From 1850 onward, American farmers expanded their operations into the grasslands of the prairie and Great Plains. At first, the farmers had difficulties farming in these areas, as their know-how and technology were based on experience farming forested areas. In addition, most of the farming that was done by American pioneer settlers was subsistence farming. Commercial farming would come later, when farmers began producing surpluses of corn, and had to figure out what to do with it. These farmers soon learned that they could use the corn to feed their livestock, which was advantageous to them because fatter livestock fetched higher prices.

Corn belt
Corn sculptures at a public park at Ohio. Editorial credit: arthurgphotography /

The Corn Belt began to grow rapidly in the second half of the 19th century, as new cultivation techniques suitable for farming on the prairie were developed. New technology, such as the introduction of steel plows, horse-drawn cultivators, well-drilling, and railroads also helped farmers to grow their operations and sell their crops. Today’s Corn Belt produces more than 10 billion bushels of corn each year, accounting for at least 40% of the world’s corn production.

The Corn Belt Today

Today, the bulk of the corn that is produced in the U.S. still comes from the Corn Belt. In fact, the region produces 75% of the country’s corn. Data from 2008 shows that half of the corn produced in the U.S. came from four states alone: Iowa, Minnesota, Nebraska, and Illinois. The state of Iowa is now the leading corn-producing state in the U.S. The cultivation of corn in the Corn Belt is so intense that scientists believe it could be influencing the weather patterns of the region. In fact, a recent study indicated that the presence of so much corn in the Corn Belt is counteracting the effects of climate change. For instance, while the world’s climate has been warming due to climate change, the summer temperature in the Corn Belt has dropped by a full degree Celsius. In addition, rainfall in the region has increased by 35%. Scientists believe that this is being caused by the photosynthesis of all the corn being grown in the Corn Belt, which contributes to more water vapor in the air. Still, the Corn Belt is completely immune from the effects of climate change.

Flooded cornfield in the midwestern United States.

Indeed, climate change has been making one of the most fertile regions on Earth increasingly infertile. Corn and other crops rely on rich, fertile topsoil for the water and nutrients that they need to grow. For a long time, this kind of topsoil was easy find in the Corn Belt. A recent study, however, has shown that about 35% of the region has lost its rich topsoil completely. What is left is carbon-poor layers of soil, which are not good for growing crops. The loss of topsoil causes environmental problems. When it erodes, for example, its nutrient-filled dirt can degrade streams and rivers. It is also estimated that topsoil loss costs the agricultural industry in the U.S. Midwest nearly $3 billion annually.
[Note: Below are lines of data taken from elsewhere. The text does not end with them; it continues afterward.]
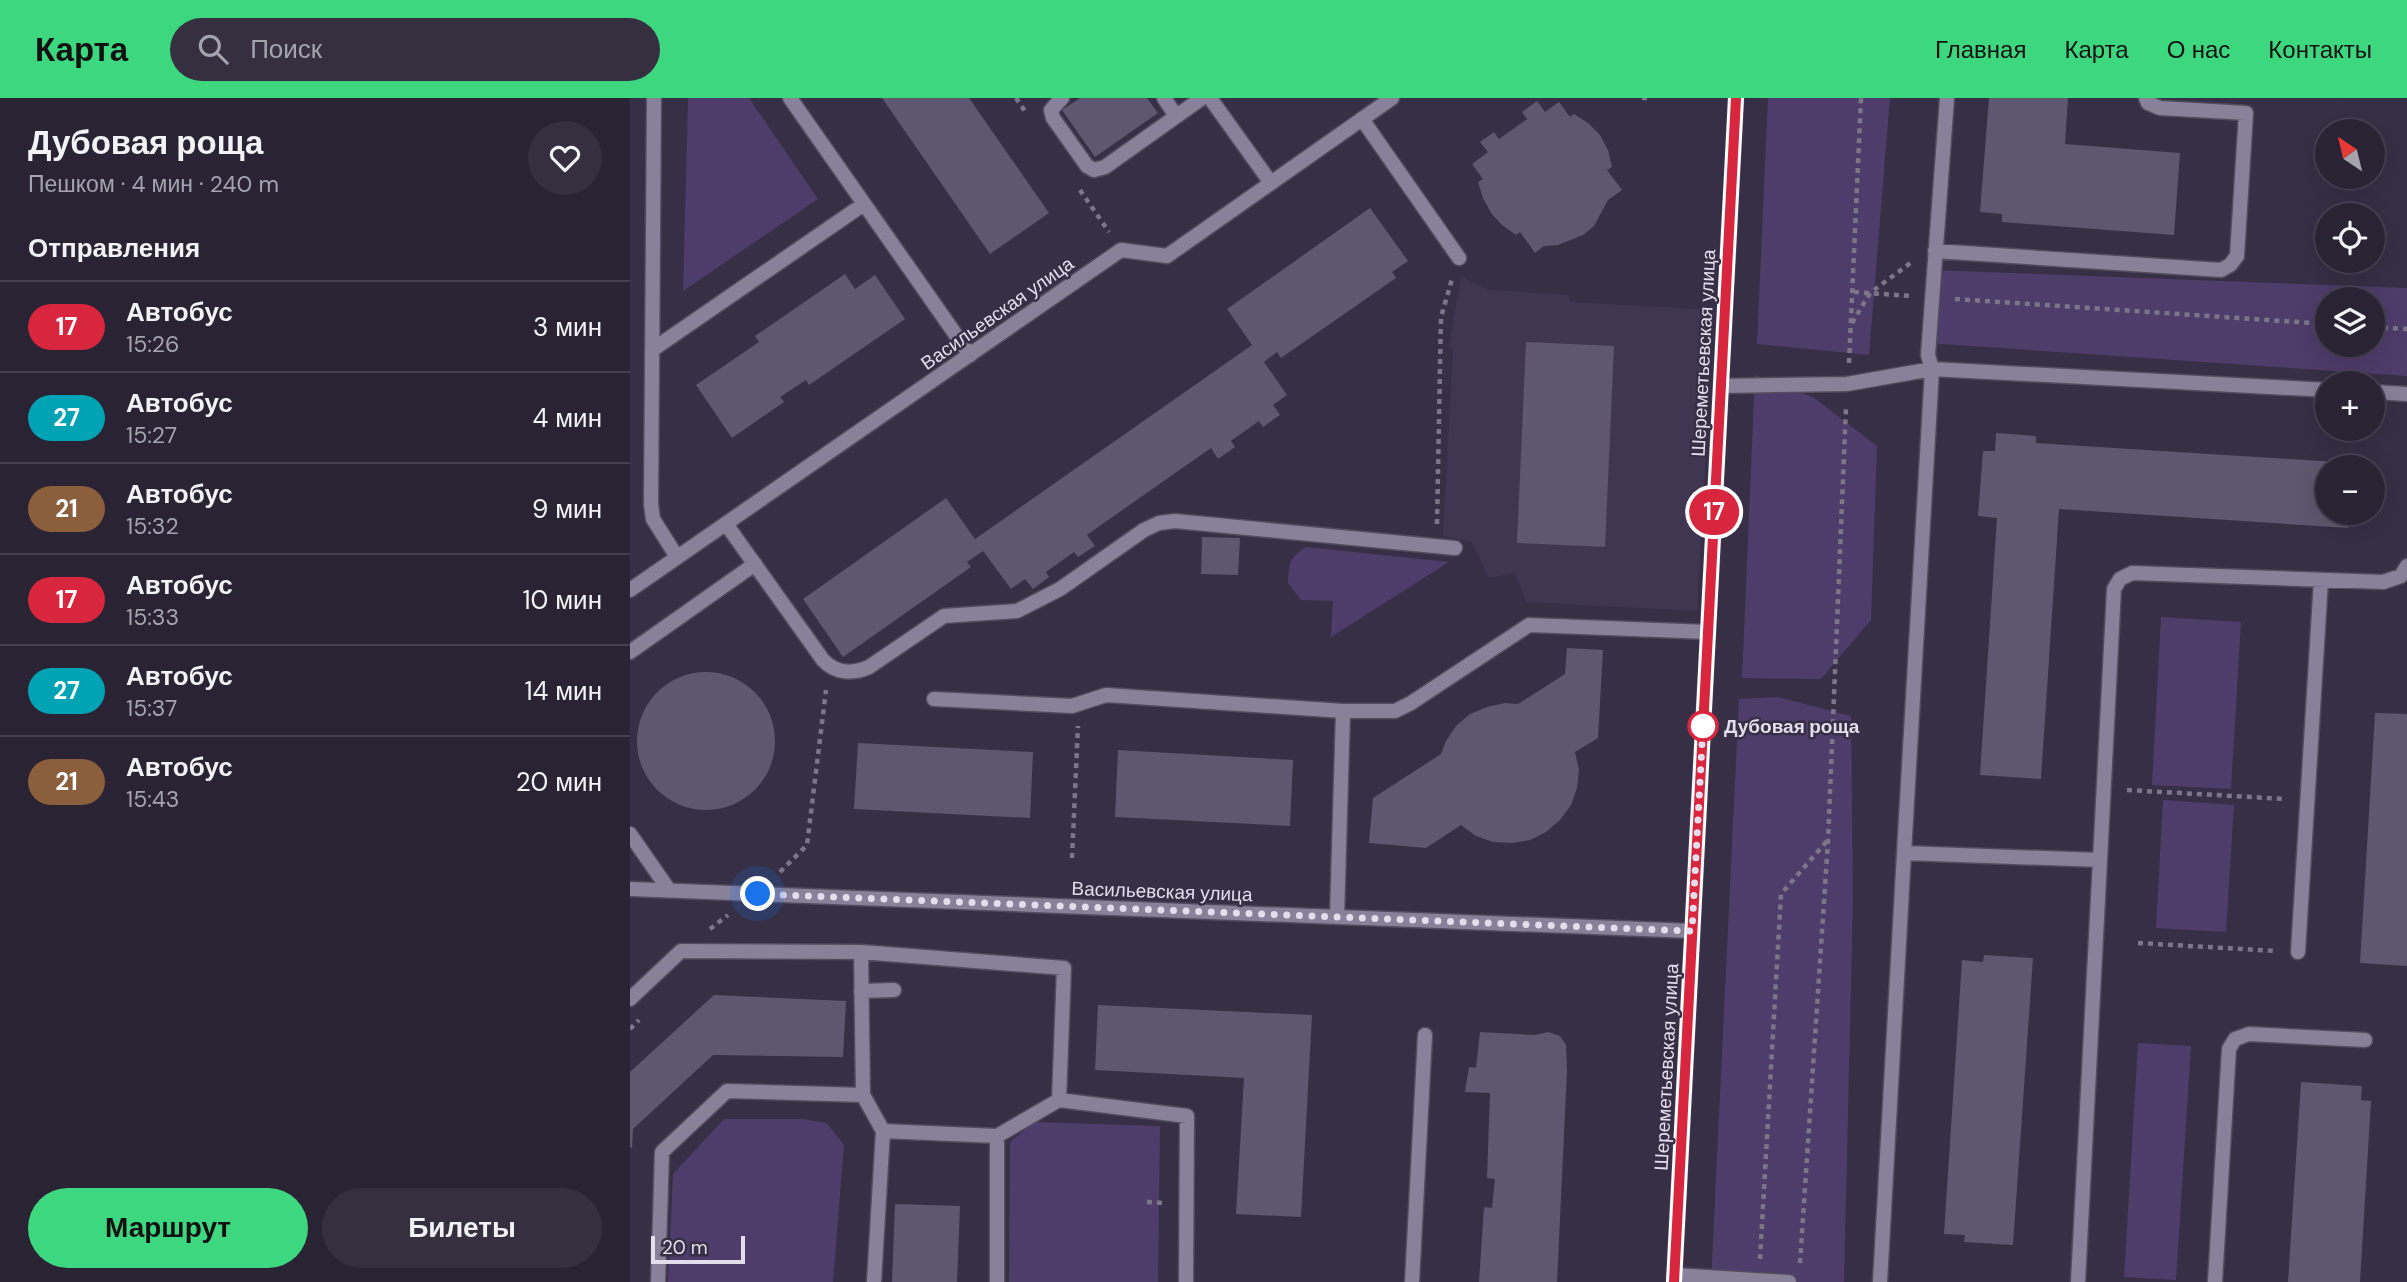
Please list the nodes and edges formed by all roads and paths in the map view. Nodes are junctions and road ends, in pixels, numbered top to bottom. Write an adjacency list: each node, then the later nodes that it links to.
1 (654, 98): 27 (street)
2 (790, 98): 17 (street)
3 (1062, 98): 14 (street)
4 (1164, 98): 14 (street)
5 (1202, 98): 14 (street)
6 (1210, 98): 16 (street)
7 (1392, 98): 15 (street, Васильевская улица)
8 (1642, 98): 9 (path)
9 (1650, 98)
10 (1736, 98): 31 (street, Шереметьевская улица)
11 (1861, 98): 20 (path)
12 (1947, 98): 18 (street)
13 (2146, 98): 18 (street)
14 (1176, 116)
15 (1362, 119): 16 (street, Васильевская улица); 19 (street)
16 (1271, 183): 28 (street, Васильевская улица)
17 (864, 204): 27 (street); 28 (street)
18 (1935, 251): 21 (path); 22 (street)
19 (1459, 258): 37 (path)
20 (1854, 292): 21 (path); 24 (path)
21 (1870, 293): 22 (path); 24 (path)
22 (1932, 298): 23 (path); 29 (street)
23 (2315, 323)
24 (1852, 324): 30 (path)
25 (2385, 328): 26 (path)
26 (2407, 330)
27 (652, 350): 39 (street)
28 (970, 355): 36 (street, Васильевская улица)
29 (1932, 369): 31 (street); 32 (street); 55 (street)
30 (1849, 370)
31 (1721, 386): 44 (street, Шереметьевская улица)
32 (2315, 389)
33 (2385, 393): 34 (street)
34 (2407, 394)
35 (1846, 407): 53 (path)
36 (726, 524): 39 (street, Васильевская улица); 40 (street)
37 (1437, 546): 38 (street); 46 (street)
38 (1455, 548)
39 (677, 557): 43 (street, Васильевская улица)
40 (755, 564): 45 (street); 46 (street)
41 (2407, 566): 42 (street)
42 (2320, 580): 50 (street); 51 (street)
43 (630, 590)
44 (1707, 632): 48 (street); 61 (street, Шереметьевская улица)
45 (630, 652)
46 (829, 666): 54 (path)
47 (934, 699): 48 (street)
48 (1343, 711): 60 (street)
49 (1078, 719): 56 (path)
50 (2104, 789): 51 (path); 57 (street)
51 (2307, 801): 64 (street)
52 (630, 834): 59 (street)
53 (1828, 841): 76 (path); 78 (path)
54 (807, 845)
55 (1904, 853): 57 (street); 85 (street)
56 (1072, 858)
57 (2100, 860): 86 (street)
58 (630, 889): 59 (street, Васильевская улица)
59 (668, 890): 60 (street, Васильевская улица)
60 (1337, 917): 61 (street, Васильевская улица)
61 (1692, 931): 77 (street, Шереметьевская улица)
62 (2138, 943): 64 (path)
63 (861, 952): 66 (street); 67 (street); 73 (street)
64 (2298, 952)
65 (894, 990): 66 (street)
66 (862, 991): 72 (street)
67 (630, 999)
68 (648, 1012): 69 (path)
69 (630, 1029)
70 (1425, 1035): 83 (street)
71 (2365, 1040): 87 (street)
72 (863, 1095): 74 (street); 79 (street)
73 (1059, 1100): 75 (street); 82 (street)
74 (883, 1131): 75 (street); 80 (street)
75 (997, 1136): 81 (street)
76 (1800, 1268)
77 (1674, 1279): 78 (street)
78 (1759, 1280): 84 (street)
79 (658, 1282)
80 (874, 1282)
81 (997, 1282)
82 (1186, 1282)
83 (1412, 1282)
84 (1789, 1282)
85 (1880, 1282)
86 (2078, 1282)
87 (2215, 1282)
Since 1935, the U.S. government has taken a number of initiatives to encourage soil conservation and sustainable farming in general. In 1985, for example, a law known as the Farm Bill was passed, which actually paid farmers not to farm ecologically sensitive land for 10 to 15 years. Such economic incentives are rare, however, and since farmers depend on their crops to make a living, they do not have much motivation to use more sustainable farming methods.

Climate change also raises the possibility that the Corn Belt may literally move. The warming climate means that corn production may have to be shifted northwards, where growing conditions will be more suitable. Thus, whereas farms in states like Iowa and Illinois produce much of the corn in the Corn Belt today, a continuing warming trend may make conditions in more northerly states, like Minnesota and the Dakotas, more suitable for cultivation. In general, farmers in America’s Corn Belt will have to change the way they farm in order to adapt to the increasing effects of climate change.